Correlate Integration Events With The Command That Triggered Them In Application Insights

Extend the Application Insights’ distributed tracing by background jobs or integration events telemetry correlation

Boris Donev
Nerd For Tech
5 min readApr 17, 2021

--

Application Insights is a great tool for monitoring your system. Configuring is really easy too — since it’s a Microsoft product, you only need to click “Add Application Insights” in Visual Studio, and you’re all set up. You will start getting all kinds of logs from application exceptions up to hosting machine CPU performance.

You get this with absolutely no custom code

One really cool stuff with Application Insights is that distributed tracing is enabled by default. In other words, a request that started from your frontend, executed an API endpoint, and that endpoint queried the database and called another HTTP integration or service before returning a result — all of these operations will be correlated when you inspect the logs.

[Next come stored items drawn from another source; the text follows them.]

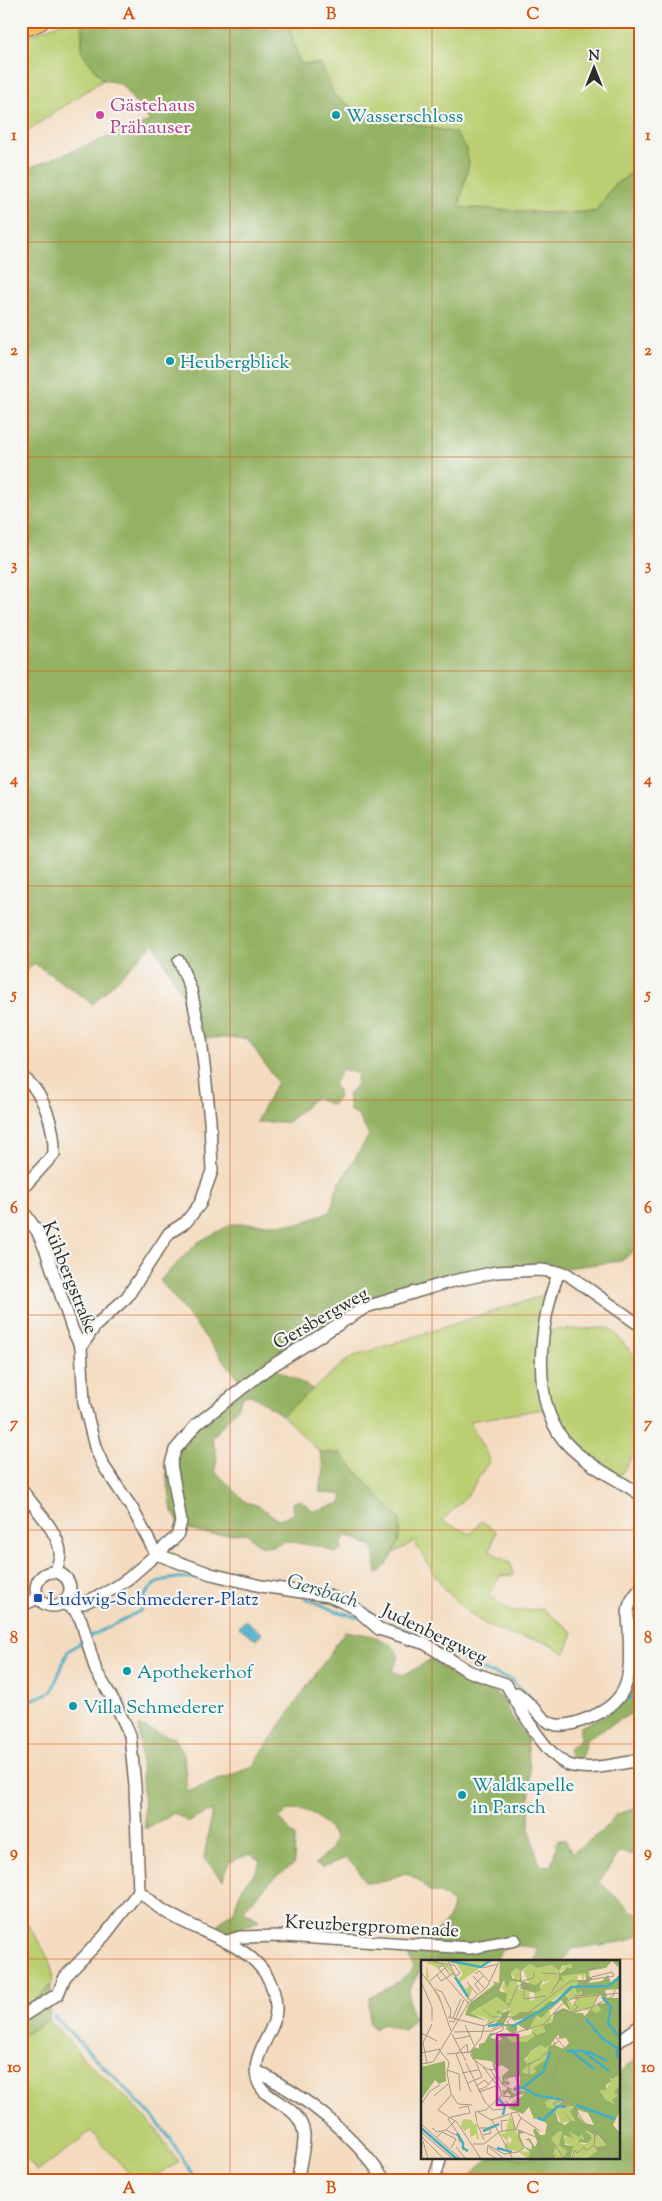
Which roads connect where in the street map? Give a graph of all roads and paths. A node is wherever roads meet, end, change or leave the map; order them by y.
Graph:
1 (40, 21) edge
2 (21, 30) edge
3 (179, 961) dead end
4 (21, 1076) edge
5 (21, 1190) edge
6 (21, 1208) edge
7 (559, 1272) junction
8 (641, 1326) edge
9 (81, 1348) junction
10 (21, 1489) edge
11 (641, 1495) edge
12 (156, 1554) junction
13 (56, 1571) junction
14 (641, 1588) edge
15 (38, 1598) junction
16 (64, 1601) junction
17 (21, 1606) edge
18 (506, 1684) junction
19 (641, 1760) edge
20 (139, 1891) junction
21 (515, 1940) dead end
22 (228, 1941) junction
23 (21, 2017) edge
24 (641, 2025) edge
25 (620, 2041) edge
26 (257, 2071) junction
27 (441, 2158) edge
28 (298, 2180) edge
29 (385, 2180) edge
30 (434, 2180) edge

1 - 2 main road
3 - 9 street
4 - 5 street
6 - 9 street, Kühbergstraße
7 - 8 street, Gersbergweg
7 - 11 street
7 - 12 street, Gersbergweg
9 - 12 street, Kühbergstraße
10 - 13 street
12 - 16 street
12 - 18 street, Judenbergweg
13 - 15 street
13 - 16 street
14 - 18 street
15 - 16 street
15 - 17 street
16 - 20 street
18 - 19 street
20 - 22 street
20 - 23 street
21 - 22 street, Kreuzbergpromenade
22 - 26 street
24 - 25 street
26 - 28 street
26 - 29 street
27 - 30 street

This greedy request made 6 queries into the database

One thing that is not correlated out-of-the-box though are background jobs and integration events (unless you use Microsoft Azure Service Bus Client).

Correlating background jobs and integration events

Let’s say we have a setup where a command can raise an integration event:

Continuing with our case, we have the infrastructure code setup such that it starts all of the handlers for MyEvent as a background jobs (we could use Hangfire for example).
In the context of monitoring, when inspecting the logs we would like all of the handlers for MyEvent to be correlated to the initial command/request, as we saw above with the database queries.
If we log the command and event handlers, however, we will see this:

Operation ID, which correlates operations in Application Insights, is different. This means they will show up as a totally different requests in Application Insights portal, and we will have no way to know where these integration events originated from. This will make inspecting our logs more difficult when looking for bugs.
This happens because the background job service executes in another context. It can be a message queue as well, which may even execute on a different machine. Application Insights therefore assigns new Operation ID to those methods.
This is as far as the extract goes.